Теперь реализация этого пути переходила из разряда возможностей в разряд целесообразности, прежде всего экономической. Для этого потребовалось немало времени. Без Северного морского пути не было бы присоединения Сибири в XVII веке, а не было бы Сибири – не восстановилось бы Московское государство так быстро после лихолетья Смутного времени… Вот такая историческая логика вырисовывается из экскурса в нашу историю, если смотреть из Арктики. Сверх того, становится понятной роль малых народов Севера и Сибири в этом восстановлении, поскольку без их ясака, собираемого правдами и неправдами для центральной власти, позднее нельзя было бы перейти к петровским реформам. Таким образом, вклад сибирских и полярных аборигенов в нашу общую российскую историю не подлежит сомнению.
Следующий этап изучения Севморпути связан с Великой Северной, или 2-й Камчатской экспедицией под руководством датчанина на русской службе Витуса Беринга. Экспедиция начала работу после смерти Петра I, но по его замыслу. Грандиозность планов так отмечена в сенатском указе: «Оная экспедиция самая дальняя и трудная и никогда прежде небывалая, что в такие неизвестные места отправляется». До сих пор среди специалистов идут споры о цели этого гигантского предприятия. Сам Визе соглашался с выводом Г. Миллера (раскопавшего в Якутских архивах сообщение Дежнева о его историческом плавании 1648 года) о том, что русские моряки «…хотели устраивать сообщение по Ледовитому океану, чтобы выяснить, нельзя ли каким образом открыть в интересах торговли более удобный путь на Камчатку, чем длительная сухопутная дорога через Сибирь» (1948, с. 63).
Видимо, в этом же контексте Визе рассказывал о событиях двухсотлетней давности в арктических морях и Шмидту. Работа экспедиции воплотилась в деятельности шести отдельных отрядов, работавших формально под общим руководством, но на практике независимо друг от друга. Успех нередко определялся инициативой отдельных начальников и исполнителей. Труды экспедиции заняли очень значительное время по двум основным причинам.
Первая – работы Великой Северной экспедиции пришлись на максимум похолодания, заслужившего у ученых название малого ледникового периода, что способствовало тяжелой ледовой обстановке в окраинных морях Северного Ледовитого океана. В целом ряде случаев пришлось отказаться от использования судов и вести опись побережья с суши на собачьих (Челюскин и Лаптев на Таймыре) или оленьих (Селифонтьев на Ямале) упряжках.

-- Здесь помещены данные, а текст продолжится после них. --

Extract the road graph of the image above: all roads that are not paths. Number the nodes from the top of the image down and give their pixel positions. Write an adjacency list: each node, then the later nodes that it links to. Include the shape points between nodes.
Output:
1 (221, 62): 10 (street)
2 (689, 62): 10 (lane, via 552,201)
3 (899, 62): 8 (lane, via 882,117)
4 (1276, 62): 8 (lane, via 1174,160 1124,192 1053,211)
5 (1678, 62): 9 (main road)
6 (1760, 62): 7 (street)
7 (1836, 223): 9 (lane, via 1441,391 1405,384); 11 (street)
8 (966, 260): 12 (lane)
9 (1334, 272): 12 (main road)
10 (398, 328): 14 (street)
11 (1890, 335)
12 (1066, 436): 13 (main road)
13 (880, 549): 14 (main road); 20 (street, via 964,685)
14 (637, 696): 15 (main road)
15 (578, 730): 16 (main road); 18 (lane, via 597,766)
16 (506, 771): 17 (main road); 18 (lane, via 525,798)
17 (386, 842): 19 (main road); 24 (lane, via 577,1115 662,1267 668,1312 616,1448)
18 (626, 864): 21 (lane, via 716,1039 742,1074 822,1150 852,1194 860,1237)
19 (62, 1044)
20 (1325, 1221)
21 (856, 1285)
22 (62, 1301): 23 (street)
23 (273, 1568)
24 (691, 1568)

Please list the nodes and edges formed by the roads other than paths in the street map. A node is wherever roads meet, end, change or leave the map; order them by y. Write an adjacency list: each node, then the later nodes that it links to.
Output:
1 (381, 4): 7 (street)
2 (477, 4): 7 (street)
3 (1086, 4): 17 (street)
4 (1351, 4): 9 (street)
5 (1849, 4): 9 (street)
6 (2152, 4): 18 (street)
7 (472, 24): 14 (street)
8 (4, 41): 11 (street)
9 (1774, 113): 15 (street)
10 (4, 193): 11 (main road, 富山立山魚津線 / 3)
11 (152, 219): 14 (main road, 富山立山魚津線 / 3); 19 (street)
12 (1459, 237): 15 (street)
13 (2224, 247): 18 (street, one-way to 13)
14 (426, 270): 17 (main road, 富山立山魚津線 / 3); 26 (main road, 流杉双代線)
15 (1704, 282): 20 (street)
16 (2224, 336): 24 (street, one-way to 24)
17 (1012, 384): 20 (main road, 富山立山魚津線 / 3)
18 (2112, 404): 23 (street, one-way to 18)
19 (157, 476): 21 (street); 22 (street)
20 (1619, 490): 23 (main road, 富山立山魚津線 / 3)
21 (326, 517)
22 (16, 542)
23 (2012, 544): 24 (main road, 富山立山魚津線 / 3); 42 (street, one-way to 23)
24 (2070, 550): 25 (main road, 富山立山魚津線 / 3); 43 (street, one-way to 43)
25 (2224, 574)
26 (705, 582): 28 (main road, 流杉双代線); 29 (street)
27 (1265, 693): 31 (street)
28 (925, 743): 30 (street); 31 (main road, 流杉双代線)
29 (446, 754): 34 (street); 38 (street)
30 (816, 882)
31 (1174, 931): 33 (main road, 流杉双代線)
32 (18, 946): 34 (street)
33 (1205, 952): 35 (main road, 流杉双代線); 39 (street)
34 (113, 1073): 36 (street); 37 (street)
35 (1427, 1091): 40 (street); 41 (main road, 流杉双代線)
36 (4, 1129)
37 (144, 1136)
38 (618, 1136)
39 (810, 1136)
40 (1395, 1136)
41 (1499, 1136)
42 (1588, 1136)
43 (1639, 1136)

Вторая – организационные условия, в частности, удаленность руководства от района исследований, недостаток транспорта, отношения между людьми и т. д. и т. п. Недаром позднейшие историки отмечали среди офицеров случаи разжалования «…за многие непорядочные, нерадетельные, леностные и глупые поступки», элементарную жестокость по отношению к подчиненным («головы ломал до крови») и падение дисциплины в личном составе («…подняли было ропот, говоря, что им все равно, где умирать…»). Нельзя не отметить также сложные отношения с местным населением, среди которого проводилась настоящая мобилизация на обеспечение экспедиционных работ вместе с собачьими и оленьими упряжками. Это негативно повлияло на местный хозяйственный потенциал, а люди «…все с женами и детьми из домов своих разошлись… И те обыватели объявили о себе, что якобы укрывались под опасением болезни воспы» и т. д. Полученные результаты не только не способствовали развитию местных производительных сил, а, наоборот, скорее, привели к их ослаблению. Недаром последствия деятельности Великой Северной экспедиции А.Ф. Миддендорф сравнил со вторжением вражеской армии. Этот исследователь спустя столетие также обнаружил, что засекреченные экспедиционные отчеты большей частью были утрачены при пожарах в архивах или затерялись среди других бумаг.
Неудивительно, что многие достижения моряков петровской школы оказались забытыми или же воспринимались продолжателями их дела как сомнительные. Так, Ф.П. Врангель, обладая собственным полярным опытом, считал, что вся работа Челюскина выполнена «весьма поверхностно», а академик К.М. Бэр обвинил его в подделке журнала наблюдений, «чтобы развязаться с ненавистным предприятием». В своих сомнениях указанные исследователи были не одиноки. Так, по мнению Ф.П. Литке, астрономические наблюдения некоторых отрядов оказались «…сколь малочисленны, столь и недостоверны, а берега, исследованиям подлежащие, осмотрены были очень поверхностно» и т. д. Отметим, что репутация самого Челюскина как выдающегося исследователя была восстановлена спустя сто лет академиком А.Ф. Миддендорфом, после посещения севера Таймыра, где он получил возможность непосредственно на местности убедиться в достоверности наблюдений своего предшественника.